All records that follow are to be output exactly.
-------- Source material --------
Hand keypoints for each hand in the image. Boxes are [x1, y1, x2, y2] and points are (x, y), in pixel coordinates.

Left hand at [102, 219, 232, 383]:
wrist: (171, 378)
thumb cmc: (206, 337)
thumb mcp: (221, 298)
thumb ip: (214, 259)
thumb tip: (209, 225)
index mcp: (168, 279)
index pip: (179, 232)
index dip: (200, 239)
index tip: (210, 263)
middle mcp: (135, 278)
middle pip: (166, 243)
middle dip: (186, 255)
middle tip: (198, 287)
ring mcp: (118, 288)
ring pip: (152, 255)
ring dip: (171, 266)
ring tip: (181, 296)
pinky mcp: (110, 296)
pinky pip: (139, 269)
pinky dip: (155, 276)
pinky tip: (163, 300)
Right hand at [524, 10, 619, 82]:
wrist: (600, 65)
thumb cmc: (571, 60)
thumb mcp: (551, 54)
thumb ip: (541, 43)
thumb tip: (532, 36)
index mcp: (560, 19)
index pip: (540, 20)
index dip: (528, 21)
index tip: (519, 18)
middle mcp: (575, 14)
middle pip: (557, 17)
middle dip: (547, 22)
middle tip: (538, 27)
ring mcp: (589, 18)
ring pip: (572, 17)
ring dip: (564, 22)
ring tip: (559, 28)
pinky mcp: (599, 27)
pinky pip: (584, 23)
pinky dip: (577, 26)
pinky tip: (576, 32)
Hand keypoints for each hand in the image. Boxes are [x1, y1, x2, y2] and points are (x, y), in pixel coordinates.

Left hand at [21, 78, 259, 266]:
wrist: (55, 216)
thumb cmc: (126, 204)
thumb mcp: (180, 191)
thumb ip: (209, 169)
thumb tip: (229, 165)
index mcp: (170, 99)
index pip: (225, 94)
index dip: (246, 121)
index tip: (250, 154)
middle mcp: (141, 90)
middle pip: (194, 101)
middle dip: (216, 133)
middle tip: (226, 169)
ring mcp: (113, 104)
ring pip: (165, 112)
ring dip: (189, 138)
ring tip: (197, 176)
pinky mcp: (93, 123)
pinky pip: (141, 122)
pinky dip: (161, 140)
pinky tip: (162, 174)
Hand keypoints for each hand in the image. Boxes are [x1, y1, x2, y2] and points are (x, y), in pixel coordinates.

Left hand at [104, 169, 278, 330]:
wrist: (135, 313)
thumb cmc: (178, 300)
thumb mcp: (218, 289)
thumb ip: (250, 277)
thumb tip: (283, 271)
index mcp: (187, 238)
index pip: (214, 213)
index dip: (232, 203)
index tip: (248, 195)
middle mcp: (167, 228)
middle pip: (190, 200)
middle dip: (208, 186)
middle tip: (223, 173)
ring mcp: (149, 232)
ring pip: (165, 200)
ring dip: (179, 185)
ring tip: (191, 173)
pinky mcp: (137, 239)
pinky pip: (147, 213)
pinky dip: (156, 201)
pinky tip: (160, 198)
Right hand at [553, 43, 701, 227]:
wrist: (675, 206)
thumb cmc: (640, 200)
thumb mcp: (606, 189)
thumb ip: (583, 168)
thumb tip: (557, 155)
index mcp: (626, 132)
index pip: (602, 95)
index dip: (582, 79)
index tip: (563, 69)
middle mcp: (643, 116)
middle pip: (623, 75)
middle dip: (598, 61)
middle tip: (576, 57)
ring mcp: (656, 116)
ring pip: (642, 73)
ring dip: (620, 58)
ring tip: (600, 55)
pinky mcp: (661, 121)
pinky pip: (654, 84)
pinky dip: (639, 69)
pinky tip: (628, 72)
--------
> Worked solution
Hand keypoints for each hand in the image. Boxes are [x1, y1, x2, y2] and points are (x, y), in pixel coordinates.

Left hand at [102, 219, 232, 383]:
wrist: (171, 378)
thumb cmc: (206, 337)
thumb mcp: (221, 298)
thumb ip: (214, 259)
thumb tip: (209, 225)
index mcp: (168, 279)
index pip: (179, 232)
index dip: (200, 239)
index tip: (210, 263)
middle mcp: (135, 278)
middle pip: (166, 243)
middle dip: (186, 255)
middle tip: (198, 287)
ring mcp: (118, 288)
ring pip: (152, 255)
ring dip: (171, 266)
ring tip: (181, 296)
pinky mcp: (110, 296)
pinky pip: (139, 269)
pinky dip: (155, 276)
pinky tip: (163, 300)
Right hand at [524, 10, 619, 82]:
wrist: (600, 65)
thumb cmc: (571, 60)
thumb mcp: (551, 54)
thumb ip: (541, 43)
thumb tip: (532, 36)
index mcp: (560, 19)
index pip: (540, 20)
index dip: (528, 21)
index tip: (519, 18)
middle mcp: (575, 14)
middle pip: (557, 17)
middle dip: (547, 22)
middle tip: (538, 27)
ring mcp: (589, 18)
ring pip: (572, 17)
ring dip: (564, 22)
ring tip: (559, 28)
pinky mcp: (599, 27)
pinky pip: (584, 23)
pinky dip: (577, 26)
pinky tip: (576, 32)
Hand keypoints for each hand in the image. Boxes are [x1, y1, x2, y2] and points are (x, y), in pixel coordinates.

Left hand at [21, 78, 259, 266]:
wrist: (55, 216)
thumb cmc: (126, 204)
thumb mcp: (180, 191)
thumb ip: (209, 169)
thumb tip: (229, 165)
index mcp: (170, 99)
index pip: (225, 94)
index dip: (246, 121)
index tip: (250, 154)
middle mcp: (141, 90)
middle pip: (194, 101)
middle dip: (216, 133)
middle tip: (226, 169)
ring mcp: (113, 104)
ring pip: (165, 112)
ring dip: (189, 138)
ring tip: (197, 176)
pinky mcp: (93, 123)
pinky pip: (141, 122)
pinky dip: (161, 140)
pinky tip: (162, 174)
Hand keypoints for each hand in the image. Boxes are [x1, y1, x2, y2] and points are (x, y), in pixel coordinates.

Left hand at [104, 169, 278, 330]:
wrist: (135, 313)
thumb cmc: (178, 300)
thumb mcp: (218, 289)
thumb ip: (250, 277)
thumb tip: (283, 271)
index mcp: (187, 238)
index pip: (214, 213)
index dip: (232, 203)
index tip: (248, 195)
middle mcp: (167, 228)
middle pip: (190, 200)
middle dip: (208, 186)
middle tip: (223, 173)
ring mcp: (149, 232)
ring pip: (165, 200)
ring dip: (179, 185)
ring tip: (191, 173)
pinky mcp: (137, 239)
pinky pip: (147, 213)
pinky dip: (156, 201)
pinky tip: (160, 198)
Right hand at [553, 43, 701, 227]:
wrist: (675, 206)
thumb cmc: (640, 200)
thumb mcp: (606, 189)
thumb ip: (583, 168)
thumb tip: (557, 155)
index mcp: (626, 132)
index pip: (602, 95)
index dip: (582, 79)
index tip: (563, 69)
middle mcp: (643, 116)
middle pip: (623, 75)
middle dip: (598, 61)
middle tip: (576, 57)
ring mcp: (656, 116)
ring pip: (642, 73)
ring dip: (620, 58)
ring tip: (600, 55)
pinky mcp: (661, 121)
pinky pip: (654, 84)
pinky dip: (639, 69)
pinky tip: (628, 72)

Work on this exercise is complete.